国連責任投資原則(PRI)は10月12日、仏ESG投資コンサルティング大手Novethicと協働で、機関投資家の気候変動対応状況と課題をまとめた報告書「Investor action on climate change」を発表した。報告書では、現状分析把握に当たり、PRIの署名機関(現在約1,200)に毎年報告が義務付けられている報告書をもとにNoventhicが分析した。
気候変動に向けた資産運用対応を開始している機関投資家は、アセットオーナーで74%、運用会社で63%に上った。地域別ではオセアニア地域のアセットオーナーが88%を非常に高く、次いで欧州のアセットオーナーが79%と高かった。とりわけエネルギー転換法173条で気候変動に関する報告が義務化されたフランスは83%と高かった。今回の調査対象は、PRI署名機関のみが対象となっているため、ESG対応のレベルが統計的に高くでやすい傾向にある。それでも、比較のため分析されたその他長期的トレンドへの対応については、テクノロジー開発がアセットオーナー44%、運用会社71%、人口動態の変化がアセットオーナー54%、運用会社71%、資源希少性がアセットオーナー40%、運用会社59%となり、気候変動への関心が高いことが伺えた。
(出所)PRI & Novethic (2017)
気候変動対応の内容では、アセットオーナーは企業に対する気候変動対応の追求が最も高く59%。運用会社は投資意思決定における二酸化炭素排出量データの分析情報の活用が最も高く56%。また、低炭素や気候変動対応投資の重視では、アセットオーナー、運用会社ともに50%以上を高く、昨今のグリーンボンド等のグリーンファイナンス商品への関心が伺える。二酸化炭素排出量の多い企業や化石燃料資源保有企業への投資ポートフォリオ削減も、双方で50%近くにまで上昇してきていることもわかった。一方、アセットアロケーション全体にまで反映させているところは双方ともに20%未満と少なかったが、フランスではこの割合がアセットオーナーで20%、運用会社では31%にまで達していた。
(出所)PRI & Novethic (2017)
気候変動リスクと機会の評価のために活用されている手法では、カーボンフットプリントデータの活用が圧倒的に多く約60%。社内や社外の運用責任者に対するリスクモニタリングの要請も約50%と高かった。気候関連財務情報開示タスクフォース(TCFD)ガイドラインが求めるシナリオ分析でも、アセットオーナーのうち23%、運用会社では16%が、シナリオテストを実施していることがわかった。同様にフランスに限ると、カーボンフットプリントデータの活用率は100%、排出量関連リスク削減目標の設定が60%と非常に高く、さらにシナリオテスト実施率も40%に及んでいた。
PRIは今後、投資家の気候変動アクションをさらに支援していく計画。

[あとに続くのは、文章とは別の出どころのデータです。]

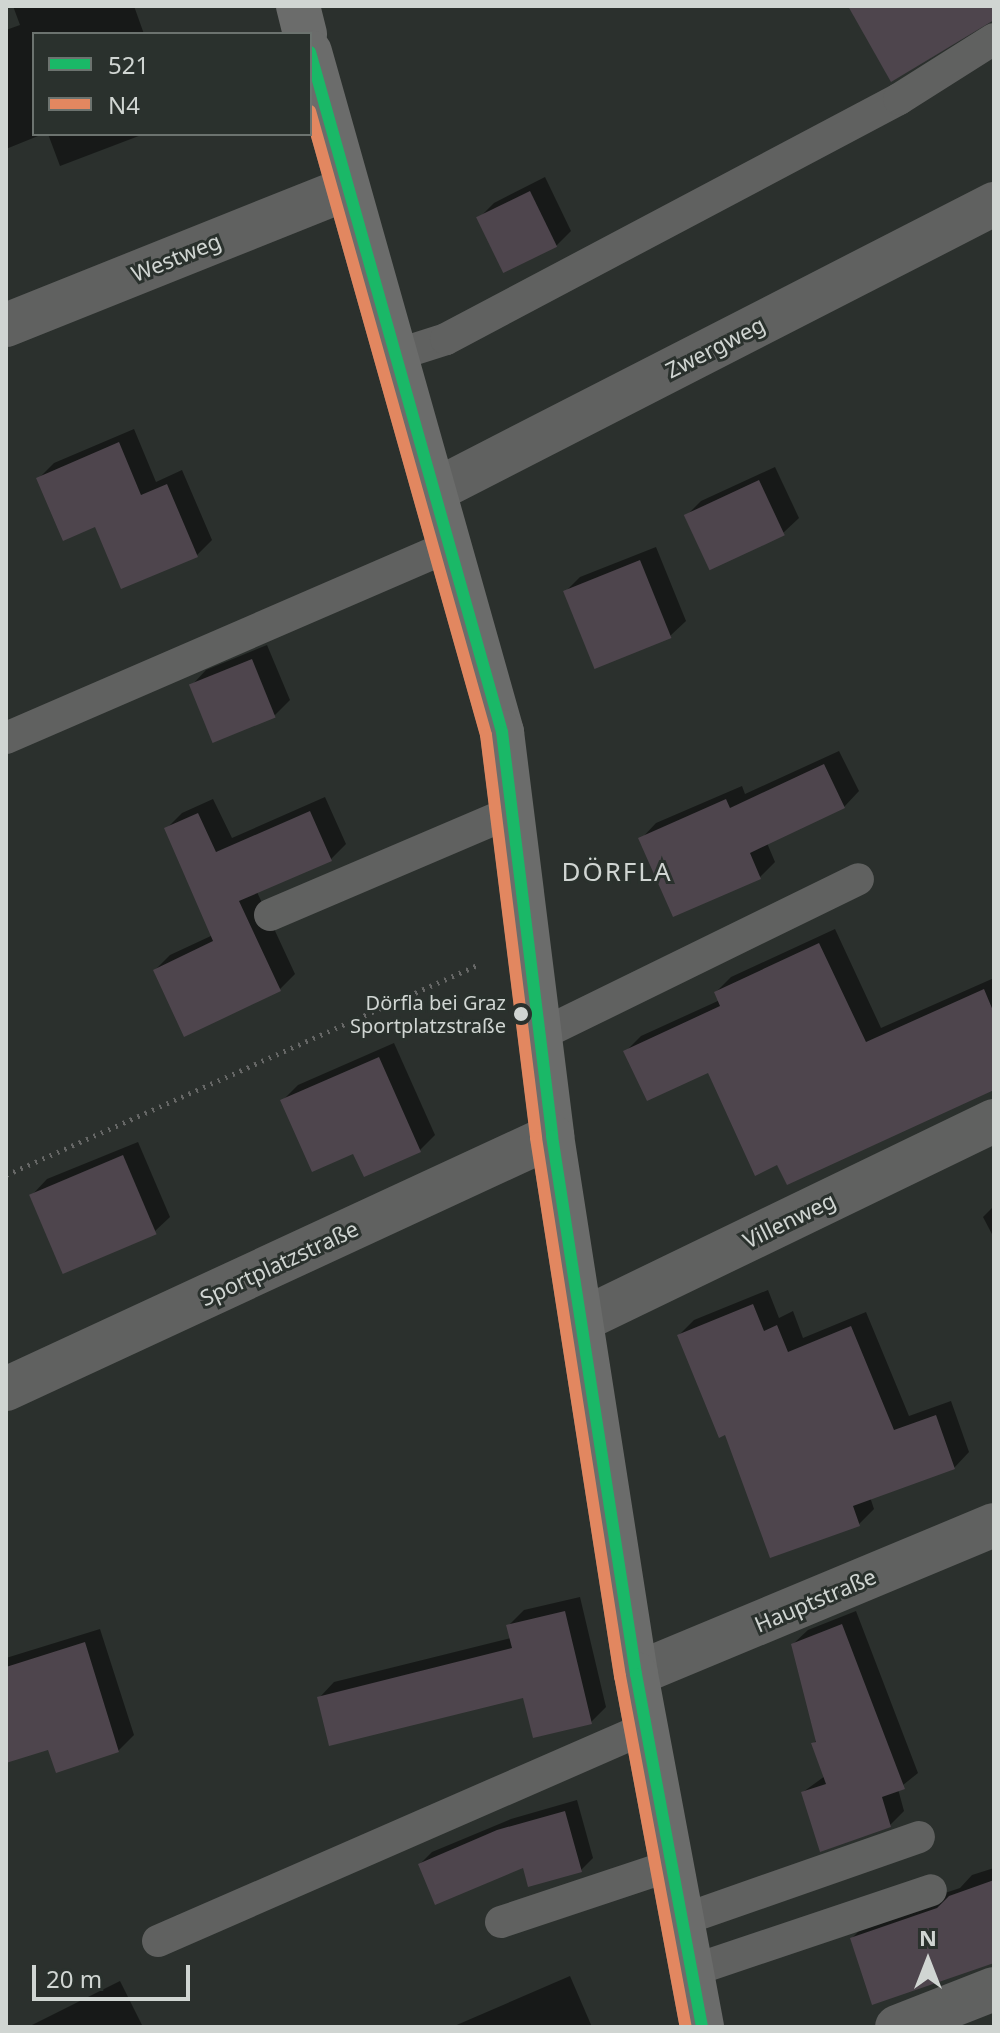 <!DOCTYPE html>
<meta charset="utf-8">
<style>
body{margin:0}
#map{position:relative;width:1000px;height:2033px;overflow:hidden;background:#2b302d;font-family:"Noto Sans",sans-serif}
div>[style]{position:absolute}
[style*='--x']{left:calc(var(--x)*1px);top:calc(var(--y)*1px);width:calc(var(--w)*1px);rotate:calc(var(--a)*1deg)}
.shadow>*{inset:0;background:#0007}
.building>*{inset:0;background:#4e454d;transform-origin:0 0}
.path>*{height:5px;margin-top:-2.5px;transform-origin:0;background:repeating-linear-gradient(90deg,#666766 0 2px,transparent 0 8px)}
.service>*{height:32px;margin:-16px;padding:0 16px;transform-origin:16px;border-radius:16px;background:#606160}
.minor>*{height:44px;margin:-22px;padding:0 22px;transform-origin:22px;border-radius:22px;background:#606160}
.secondary>*{height:44px;margin:-22px;padding:0 22px;transform-origin:22px;border-radius:22px;background:#6b6c6b}
.bus-1>*{height:12px;margin:-6px;padding:0 6px;transform-origin:6px;border-radius:6px;background:#1ab867}
.bus-2>*{height:12px;margin:-6px;padding:0 6px;transform-origin:6px;border-radius:6px;background:#e28760}
.dots>*{width:22px;height:22px;translate:-50% -50%;box-sizing:border-box;border:4px solid #2a312d;border-radius:50%}
span{translate:-50% -50%;white-space:nowrap;text-align:center;line-height:1.15;-webkit-text-stroke:6px #2a312d;paint-order:stroke}
.bus-label{font-size:20px;color:#d0d5d2}
.right{translate:-100% -50%;text-align:right}
.street-label{font-size:22px;color:#d0d5d2}
.quarter-label{font-size:26px;color:#d0d5d2;letter-spacing:2px}
.frame{position:absolute;inset:0;border:8px solid #d0d5d2;pointer-events:none}
.legend{position:absolute;left:32px;top:32px;width:280px;height:104px;box-sizing:border-box;background:#2a312d;border:2px solid #6c736f;margin:0;padding:10px 14px;list-style:none;font-size:24px;color:#d0d5d2}
.legend li{display:flex;align-items:center;gap:16px;height:40px}
.legend b{width:40px;border:2px solid #6c736f}
.north{position:absolute;left:888px;top:1921px;width:80px;height:80px;-webkit-text-stroke:6px #2a312d;paint-order:stroke;rotate:0deg;font-size:22px;font-weight:700;line-height:32px;text-align:center;color:#d0d5d2}
.north::after{content:'';display:block;margin:auto;width:28px;height:36px;background:#d0d5d2;clip-path:polygon(50% 0,100% 100%,50% 72%,0 100%)}
.scale{position:absolute;left:32px;top:1965px;width:158px;height:36px;box-sizing:border-box;border:4px solid #d0d5d2;border-top:0;padding-left:10px;font-size:24px;line-height:28px;white-space:nowrap;color:#d0d5d2;-webkit-text-stroke:6px #2a312d;paint-order:stroke}
</style>
<div id="map">
<div class="shadow">
<div style="clip-path:polygon(13px 6px,134px 6px,144px 34px,34px 34px,34px 134px,43px 134px,6px 149px,6px 30px,20px 25px)"></div>
<div style="clip-path:polygon(48px 134px,144px 134px,60px 166px)"></div>
<div style="clip-path:polygon(545px 177px,571px 231px,556px 246px,479px 218px,494px 203px)"></div>
<div style="clip-path:polygon(134px 429px,156px 482px,182px 470px,212px 540px,197px 555px,96px 524px,39px 478px,54px 463px)"></div>
<div style="clip-path:polygon(775px 467px,799px 518px,783px 533px,686px 516px,701px 501px)"></div>
<div style="clip-path:polygon(656px 547px,686px 621px,670px 636px,565px 592px,580px 577px)"></div>
<div style="clip-path:polygon(267px 645px,290px 700px,275px 715px,191px 686px,206px 670px)"></div>
<div style="clip-path:polygon(839px 751px,859px 791px,844px 807px,767px 843px,775px 862px,760px 877px,641px 839px,656px 823px,742px 786px,745px 794px)"></div>
<div style="clip-path:polygon(325px 797px,346px 844px,331px 859px,257px 892px,295px 974px,280px 989px,155px 970px,170px 955px,213px 935px,167px 828px,182px 813px,213px 799px,232px 838px)"></div>
<div style="clip-path:polygon(835px 929px,881px 1028px,994px 978px,994px 1088px,778px 1162px,709px 1070px,626px 1051px,641px 1036px,720px 1000px,716px 992px,731px 977px)"></div>
<div style="clip-path:polygon(394px 1043px,435px 1135px,420px 1150px,354px 1151px,282px 1101px,298px 1085px)"></div>
<div style="clip-path:polygon(138px 1142px,170px 1217px,154px 1232px,32px 1195px,47px 1179px)"></div>
<div style="clip-path:polygon(994px 1206px,994px 1238px,983px 1217px)"></div>
<div style="clip-path:polygon(768px 1290px,779px 1318px,793px 1311px,803px 1338px,866px 1312px,909px 1416px,951px 1401px,969px 1452px,954px 1468px,870px 1497px,874px 1509px,859px 1524px,771px 1556px,726px 1433px,679px 1335px,694px 1320px)"></div>
<div style="clip-path:polygon(580px 1597px,606px 1707px,591px 1722px,525px 1696px,319px 1698px,334px 1682px,511px 1638px,508px 1626px,524px 1610px)"></div>
<div style="clip-path:polygon(856px 1611px,918px 1773px,898px 1789px,904px 1811px,890px 1825px,803px 1792px,825px 1776px,813px 1744px,818px 1739px,793px 1644px,808px 1630px)"></div>
<div style="clip-path:polygon(100px 1629px,134px 1735px,118px 1751px,50px 1747px,6px 1761px,6px 1658px)"></div>
<div style="clip-path:polygon(577px 1800px,593px 1858px,581px 1870px,420px 1864px,432px 1852px,511px 1819px)"></div>
<div style="clip-path:polygon(994px 1868px,994px 1961px,852px 1938px,873px 1917px,960px 1888px,972px 1875px)"></div>
<div style="clip-path:polygon(570px 1976px,592px 2027px,452px 2027px)"></div>
<div style="clip-path:polygon(120px 1981px,143px 2027px,28px 2027px)"></div>
</div>
<div class="building">
<div style="clip-path:polygon(848px 6px,994px 6px,994px 20px,891px 82px)"></div>
<div style="left:530px;top:191px;width:62px;height:60px;rotate:64deg"></div>
<div style="clip-path:polygon(119px 442px,141px 495px,167px 484px,198px 557px,121px 589px,95px 527px,63px 541px,36px 478px)"></div>
<div style="left:759px;top:480px;width:61px;height:83px;rotate:65deg"></div>
<div style="left:640px;top:560px;width:84px;height:83px;rotate:68deg"></div>
<div style="left:252px;top:659px;width:63px;height:68px;rotate:68deg"></div>
<div style="clip-path:polygon(824px 764px,845px 808px,750px 853px,761px 879px,673px 917px,638px 838px,726px 799px,730px 808px)"></div>
<div style="clip-path:polygon(310px 811px,332px 861px,239px 901px,281px 991px,184px 1037px,153px 970px,213px 941px,164px 828px,198px 813px,216px 852px)"></div>
<div style="clip-path:polygon(819px 943px,866px 1042px,984px 989px,994px 1013px,994px 1090px,787px 1185px,777px 1165px,755px 1176px,708px 1073px,647px 1101px,623px 1051px,720px 1006px,714px 992px)"></div>
<div style="clip-path:polygon(379px 1057px,421px 1152px,364px 1177px,353px 1154px,312px 1172px,280px 1100px)"></div>
<div style="left:123px;top:1155px;width:86px;height:102px;rotate:67deg"></div>
<div style="clip-path:polygon(753px 1304px,764px 1331px,777px 1325px,788px 1352px,851px 1326px,894px 1430px,936px 1415px,955px 1469px,853px 1506px,860px 1526px,770px 1558px,725px 1435px,719px 1438px,677px 1335px)"></div>
<div style="clip-path:polygon(565px 1611px,592px 1724px,533px 1738px,523px 1698px,329px 1746px,317px 1697px,512px 1648px,506px 1625px)"></div>
<div style="clip-path:polygon(842px 1624px,905px 1789px,882px 1797px,891px 1827px,820px 1852px,801px 1792px,826px 1784px,811px 1743px,816px 1742px,791px 1644px)"></div>
<div style="clip-path:polygon(85px 1642px,119px 1752px,56px 1773px,48px 1750px,6px 1763px,6px 1667px)"></div>
<div style="clip-path:polygon(565px 1811px,582px 1872px,528px 1887px,523px 1868px,435px 1905px,418px 1864px,497px 1830px)"></div>
<div style="clip-path:polygon(994px 1880px,994px 1963px,872px 2005px,850px 1938px,937px 1908px,949px 1896px)"></div>
</div>
<div class="path">
<div style="--x:6;--y:1175;--w:519;--a:-24"></div>
</div>
<div class="service">
<div style="--x:396;--y:355;--w:52;--a:-17.7"></div>
<div style="--x:446;--y:339;--w:513;--a:-27.91"></div>
<div style="--x:899;--y:99;--w:112;--a:-32.3"></div>
<div style="--x:6;--y:738;--w:484;--a:-23.4"></div>
<div style="--x:270;--y:915;--w:263;--a:-23.1"></div>
<div style="--x:540;--y:1035;--w:354;--a:-26.1"></div>
<div style="--x:682;--y:1920;--w:251;--a:-19.3"></div>
<div style="--x:501;--y:1922;--w:180;--a:-18.4"></div>
<div style="--x:158;--y:1941;--w:532;--a:-23.58"></div>
<div style="--x:691;--y:1971;--w:253;--a:-18.6"></div>
</div>
<div class="minor">
<div style="--x:6;--y:325;--w:366;--a:-21.8"></div>
<div style="--x:436;--y:490;--w:627;--a:-27.14"></div>
<div style="--x:584;--y:1319;--w:455;--a:-25.8"></div>
<div style="--x:6;--y:1389;--w:602;--a:-24.86"></div>
<div style="--x:636;--y:1674;--w:388;--a:-22.6"></div>
<div style="--x:897;--y:2027;--w:104;--a:-21.4"></div>
</div>
<div class="secondary">
<div style="--x:298;--y:6;--w:29;--a:76"></div>
<div style="--x:310;--y:52;--w:707;--a:74.23"></div>
<div style="--x:502;--y:732;--w:407;--a:82.9"></div>
<div style="--x:552;--y:1136;--w:545;--a:81.13"></div>
<div style="--x:636;--y:1674;--w:359;--a:79.4"></div>
</div>
<div class="bus-1">
<div style="--x:310;--y:52;--w:707;--a:74.23"></div>
<div style="--x:502;--y:732;--w:407;--a:82.9"></div>
<div style="--x:552;--y:1136;--w:545;--a:81.13"></div>
<div style="--x:636;--y:1674;--w:359;--a:79.4"></div>
</div>
<div class="bus-2">
<div style="--x:310;--y:111;--w:648;--a:74.25"></div>
<div style="--x:486;--y:735;--w:406;--a:82.9"></div>
<div style="--x:536;--y:1138;--w:545;--a:81.13"></div>
<div style="--x:620;--y:1676;--w:357;--a:79.4"></div>
</div>
<div class="dots">
<div style="left:521px;top:1014px;background:#d0d5d2"></div>
</div>
<div class="bus-label">
<span class="right" style="left:506px;top:1014px">Dörfla bei Graz<br>Sportplatzstraße</span>
</div>
<div class="street-label">
<span style="left:176px;top:257px;rotate:-22deg">Westweg</span>
<span style="left:715px;top:347px;rotate:-27deg">Zwergweg</span>
<span style="left:789px;top:1220px;rotate:-26deg">Villenweg</span>
<span style="left:279px;top:1263px;rotate:-25deg">Sportplatzstraße</span>
<span style="left:815px;top:1600px;rotate:-23deg">Hauptstraße</span>
</div>
<div class="quarter-label">
<span style="left:617px;top:872px">DÖRFLA</span>
</div>
<div class="frame"></div>
<ul class="legend">
<li><b style="height:10px;background:#1ab867"></b>521</li>
<li><b style="height:10px;background:#e28760"></b>N4</li>
</ul>
<div class="north">N</div>
<div class="scale">20 m</div>
</div>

具体的には、TCFDガイドラインの採択、移行リスクマネジメント、シナリオ分析の実施を企業に求める集団的エンゲージメントの展開、優良事例の共有等を含む投資行動の発展、政策決定者への働きかけ、2018年のPRI報告フレームワークにTCFDガイドラインを考慮、以上4つの活動を実施していく。国連環境計画(UNEP FI)、国連グローバル・コンパクト(UNGC)、Portfolio Decarbonization Coalition、CDP、Ceres、IGCC、IIGCC等とも協働していく。